Çoğumuzun düşünce dünyasını kulaktan dolma bilgiler/haberler inşa eder.



İslam'ın bilgi sahibi olma konusunda dikkat çektiği temel ölçülerden biri, belki de en önemlisi Hücûrât suresi 6. ayette beyan edilen ve kıyamet sabahına dek, değişmez şu ölçüsüdür:



"Ey iman edenler! Size bir fâsık bir haber getirirse, bilmeden bir topluluğa zarar verip yaptığınıza pişman olmamak için o haberin doğruluğunu araştırın" (Hucurat, 49/6).



Ayet açık.



Hitap Müslümanlaradır.



İman edenleredir.



"Size bir fâsık bir bilgiyle gelirse…"



Kimdir fâsık?



Kur'an'da iman etmeyen için de kullanılan fâsık kelimesi, aynı zamanda Allah'a ve Resûlüne itaat etme konusunda zaaf içinde olan Müslüman için de kullanılır.

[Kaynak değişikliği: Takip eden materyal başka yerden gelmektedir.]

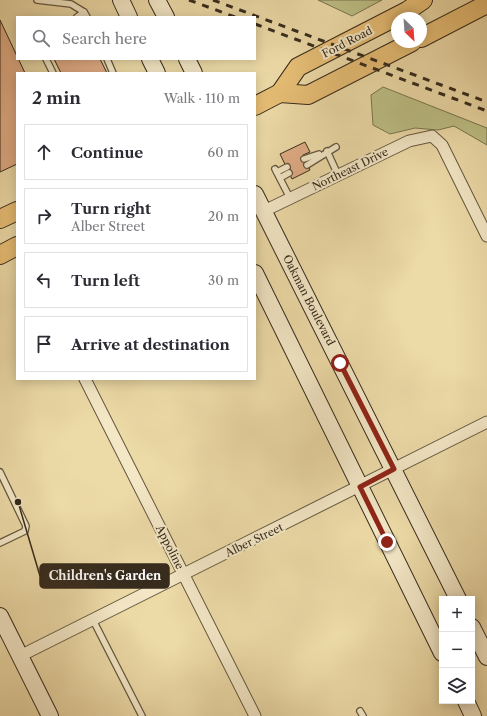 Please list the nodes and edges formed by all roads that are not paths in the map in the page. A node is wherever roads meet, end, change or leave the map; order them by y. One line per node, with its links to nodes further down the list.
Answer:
1 (37, 0): 6 (lane)
2 (121, 0): 7 (street)
3 (157, 0): 8 (street)
4 (423, 0): 19 (main road, Ford Road)
5 (487, 4): 9 (main road)
6 (86, 14)
7 (129, 16)
8 (165, 16)
9 (427, 35)
10 (400, 48): 19 (main road)
11 (46, 60): 15 (lane)
12 (107, 60): 16 (lane)
13 (150, 60): 17 (street)
14 (188, 60): 18 (street)
15 (52, 72)
16 (113, 72)
17 (156, 72)
18 (194, 72)
19 (280, 94): 20 (main road)
20 (256, 106)
21 (336, 147): 22 (lane)
22 (327, 151): 23 (lane); 24 (lane); 25 (lane)
23 (304, 159)
24 (307, 165)
25 (338, 175): 28 (street, Northeast Drive); 30 (street, Northeast Drive)
26 (280, 178): 26 (lane); 28 (lane)
27 (256, 196): 29 (street, Oakman Boulevard)
28 (290, 198): 29 (street, Northeast Drive)
29 (264, 211): 36 (street, Oakman Boulevard)
30 (487, 236)
31 (16, 247): 32 (main road)
32 (0, 255)
33 (256, 275): 38 (street)
34 (86, 380): 40 (street, Appoline)
35 (487, 422): 36 (street, Alber Street)
36 (394, 469): 38 (street, Alber Street); 41 (street, Oakman Boulevard)
37 (0, 472): 39 (lane)
38 (360, 487): 40 (street, Alber Street); 45 (street)
39 (0, 544)
40 (184, 575): 43 (street, Alber Street); 51 (street, Appoline)
41 (457, 596)
42 (0, 616): 46 (street)
43 (93, 620): 46 (street, Alber Street); 50 (lane)
44 (474, 632): 47 (street)
45 (439, 647)
46 (20, 656): 49 (street)
47 (487, 657)
48 (467, 704): 52 (street)
49 (50, 716)
50 (142, 716)
51 (255, 716)
52 (473, 716)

"Kısaca ahlakî zaaf içinde olan Müslüman" desek fazla yanlış olmaz sanırım.



Beşerî bir zaafı vardır.



Paraya düşkündür.



Şöhrete düşkündür.



Nefsanî arzularının esiridir, kısaca…



Günahı, yani dinen caiz olmayan fiili veya fiilleri işleme konusunda bir çekincesi olmayan müslüman, diye de tarif edebiliriz.



Her an günah işleye bilen.



Zira rivayetlere göre yukarıdaki ayetin inişine sebep olayın baş aktörü bir Müslüman'dır.



Ayrıca;



Hem kâfir hem de fâsık olan da vardır.



Küfrün en uç noktası.



Ne demek?



Şu demek.



İnanmıyor ama, tabiri caizse "edebiyle" oturuyor.



Hakikatı örttüğü, kabul etmediği için kâfirdir.



Küfür örtmek demek.



Ama kimi de vardır ki, hem hakka inanmıyor hem de söz ve hareket ile ona düşmanlıkta elinden gelen bütün iğrençlikleri de sergiliyor.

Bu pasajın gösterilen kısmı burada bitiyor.